The best news about this story is that if your food qualifies under more than one category.  It may actually have negative calories and could be considered the newest form of fad diet. You should try it; trust me. I wouldn't lie to you.

YOU DON'T WANT MY SHOES!

I spend a lot of time looking into the faces of desperate people as they ask me the same question: "How did you lose 200 pounds?” Over the years it has occurred to me that they are not interested in my answer. What they really want is THE ANSWER, the big answer. They want the secret.  They want a one-stop solution. They want to learn what I did in the hopes that they follow in my footsteps. I don't blame them. I remember being there myself. I remember searching for answers - I wanted the fast track. I wanted this problem over with and done.

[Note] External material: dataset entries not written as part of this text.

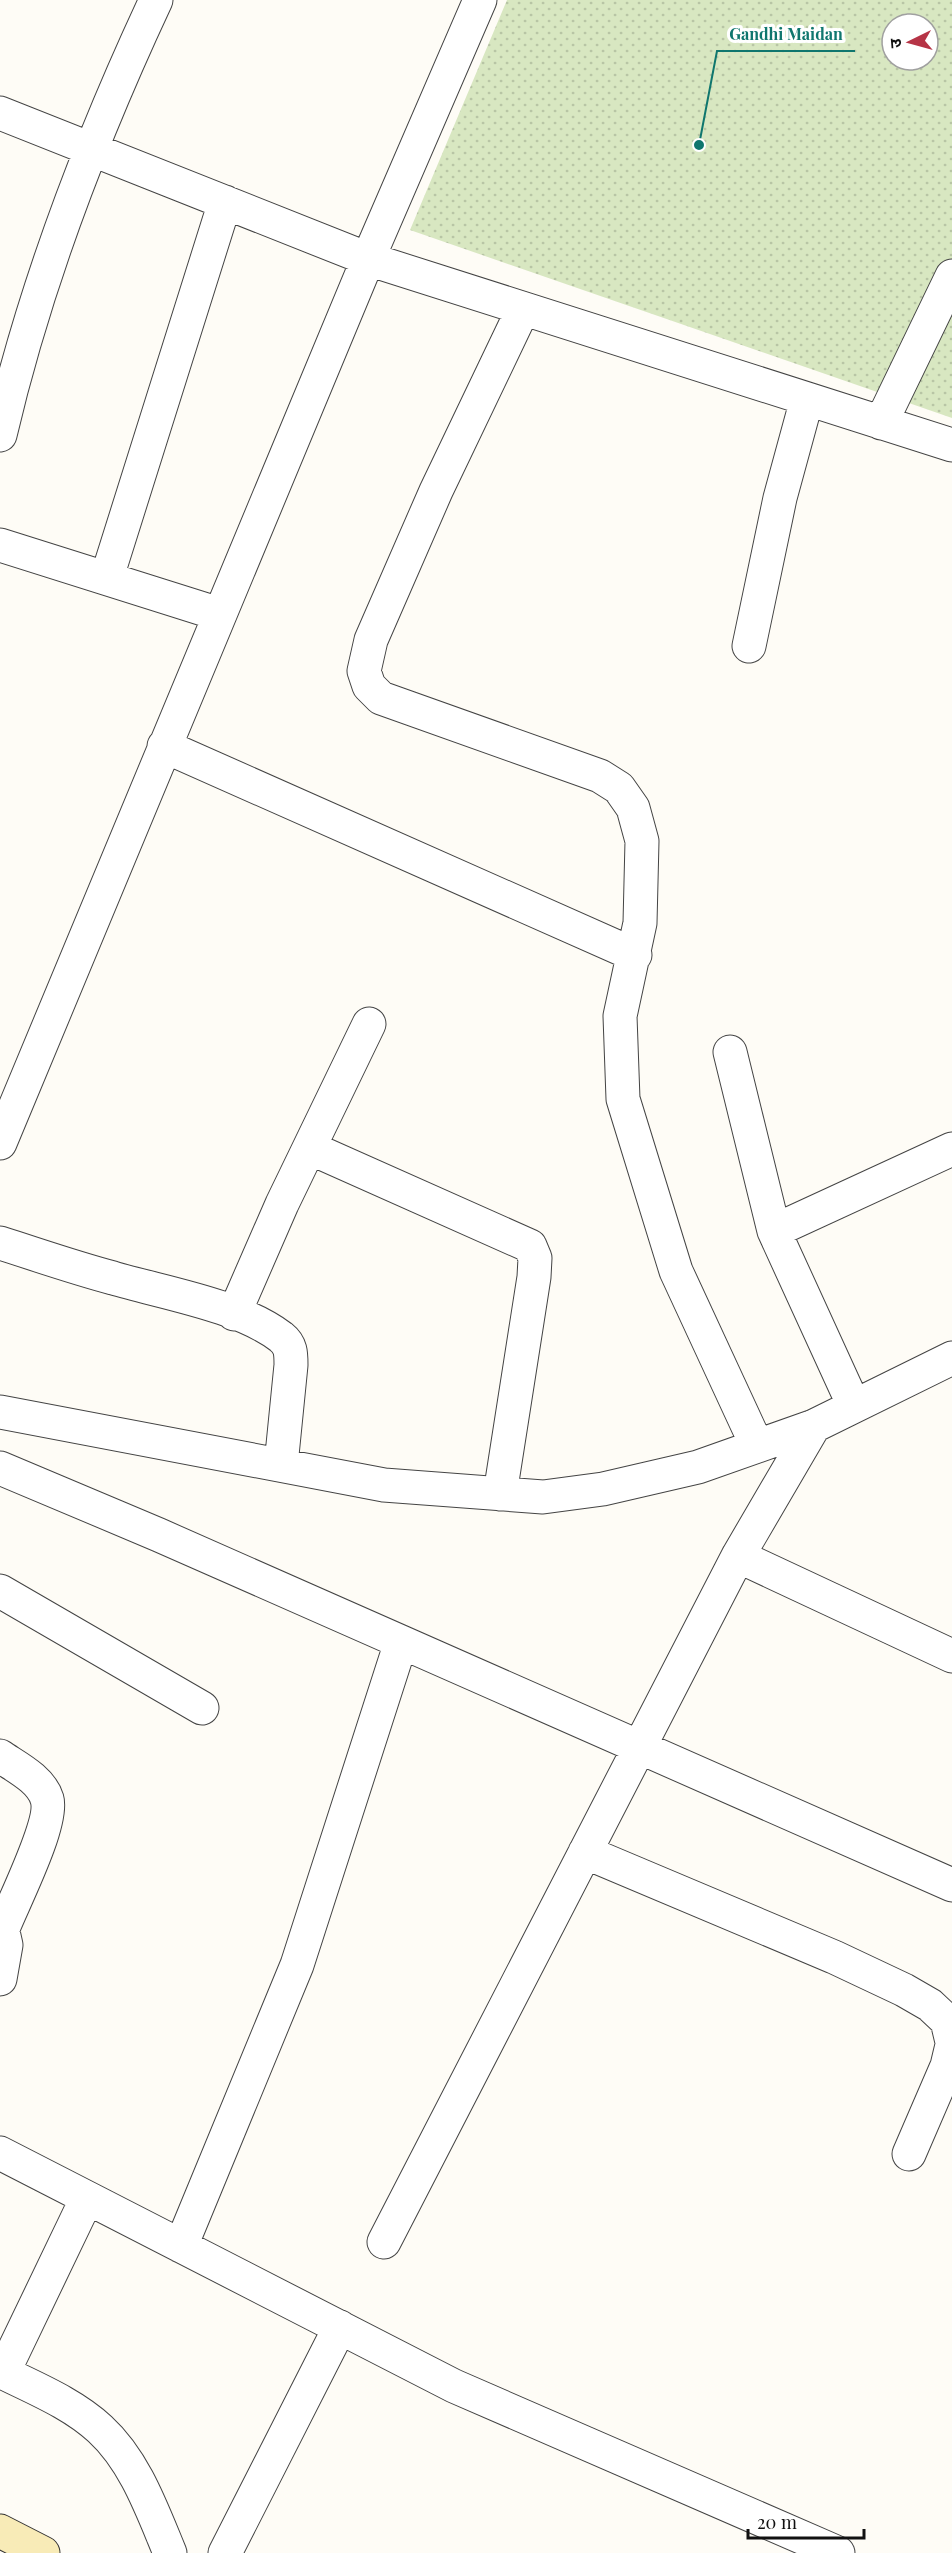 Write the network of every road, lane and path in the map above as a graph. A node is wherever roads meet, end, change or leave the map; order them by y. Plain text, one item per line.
1 (155, 0) edge
2 (480, 0) edge
3 (0, 113) edge
4 (89, 149) junction
5 (225, 202) junction
6 (368, 259) junction
7 (952, 276) edge
8 (523, 309) junction
9 (807, 399) junction
10 (881, 423) junction
11 (0, 435) edge
12 (952, 445) edge
13 (0, 545) edge
14 (106, 577) junction
15 (219, 614) junction
16 (749, 646) dead end
17 (164, 746) junction
18 (635, 954) junction
19 (369, 1024) dead end
20 (730, 1052) dead end
21 (0, 1143) edge
22 (310, 1148) junction
23 (952, 1149) edge
24 (774, 1231) junction
25 (0, 1243) edge
26 (234, 1314) junction
27 (952, 1358) edge
28 (854, 1406) junction
29 (0, 1412) edge
30 (814, 1426) junction
31 (757, 1446) junction
32 (281, 1466) junction
33 (0, 1468) edge
34 (500, 1494) junction
35 (738, 1556) junction
36 (0, 1591) edge
37 (401, 1642) junction
38 (952, 1656) edge
39 (202, 1708) dead end
40 (639, 1747) junction
41 (0, 1756) edge
42 (585, 1852) junction
43 (952, 1885) edge
44 (2, 1922) edge
45 (0, 1979) edge
46 (952, 2044) edge
47 (0, 2153) edge
48 (909, 2154) dead end
49 (87, 2198) junction
50 (384, 2242) dead end
51 (181, 2246) junction
52 (340, 2327) junction
53 (2, 2372) edge
54 (0, 2531) edge
55 (823, 2550) edge
56 (43, 2553) edge
57 (170, 2553) edge
58 (225, 2553) edge

1 - 4 street
2 - 6 street
3 - 4 street
4 - 5 street
4 - 11 street
5 - 6 street
5 - 14 street
6 - 8 street
6 - 15 street
7 - 10 street
8 - 9 street
8 - 18 street
9 - 10 street
9 - 16 street
10 - 12 street
13 - 14 street
14 - 15 street
15 - 17 street
17 - 18 street
17 - 21 street
18 - 31 street
19 - 22 street
20 - 24 street
22 - 26 street
22 - 34 street
23 - 24 street
24 - 28 street
25 - 26 street
26 - 32 street
27 - 28 street
28 - 30 street
29 - 32 street
30 - 31 street
30 - 35 street
31 - 34 street
32 - 34 street
33 - 37 street
35 - 38 street
35 - 40 street
36 - 39 street
37 - 40 street
37 - 51 street
40 - 42 street
40 - 43 street
41 - 44 street
42 - 46 street
42 - 50 street
44 - 45 street
46 - 48 street
47 - 49 street
49 - 51 street
49 - 53 street
51 - 52 street
52 - 55 street
52 - 58 street
53 - 57 street
54 - 56 street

The good news is there is an answer - I'm not sure if you can call it a secret really because as it turns out everyone already knows it. The real trick, the real art is making the answer fit in your life. I'm sure you don't need me to tell you that the best way to lose weight, scratch that, the ONLY way to lose weight is to eat less and move more. In fact if I were to tell you that you would probably want your money back for this book.  You would probably say to yourself what the hell do I need this book for? This guy has devoted his life, stolen my precious time, and sacrificed countless trees - to answering a question that has a one sentence answer. A one sentence answer that everyone already knows!  - That sucks!  Ahh! But here's where it gets interesting - and we need to make that one sentence answer fit us. Each one of us is so different and the factors that influence how much we and how much we move are so complex that what you need is a personalized solution. A solution that fits you like a shoe. The reason your past the attempts at dieting have failed is because you were trying to wear someone else's shoes. Have you ever bought shoes from a thrift shop? If you have, you probably got your money's worth. You get a set of shoes that fell apart and probably hurt your feet. If I were to give you my answer, my "secret" as to what I do right now to maintain my weight, it would be like giving you my shoes. The truth is that if I did give you my shoe and probably wouldn't be your size. It would either flop around on your foot and then fall off or you wouldn't even get your foot into the damn thing. Even if it was your size, once I have had my foot in it, you don't want it anyway! Trust me, (and this is supported by anyone who's ever gotten close to my shoes) you do NOT want my shoes! To complicate matters even further the "shoes" I wear today are not the same "shoes" but I wore a year ago. My "shoe needs” are constantly changing - my old shoes wear out and they need repair. Sometimes my shoes need to be maintained. And sometimes they need to be replaced.  (discuss maintenance programs here) Let's face it all of our shoes could use a little polish.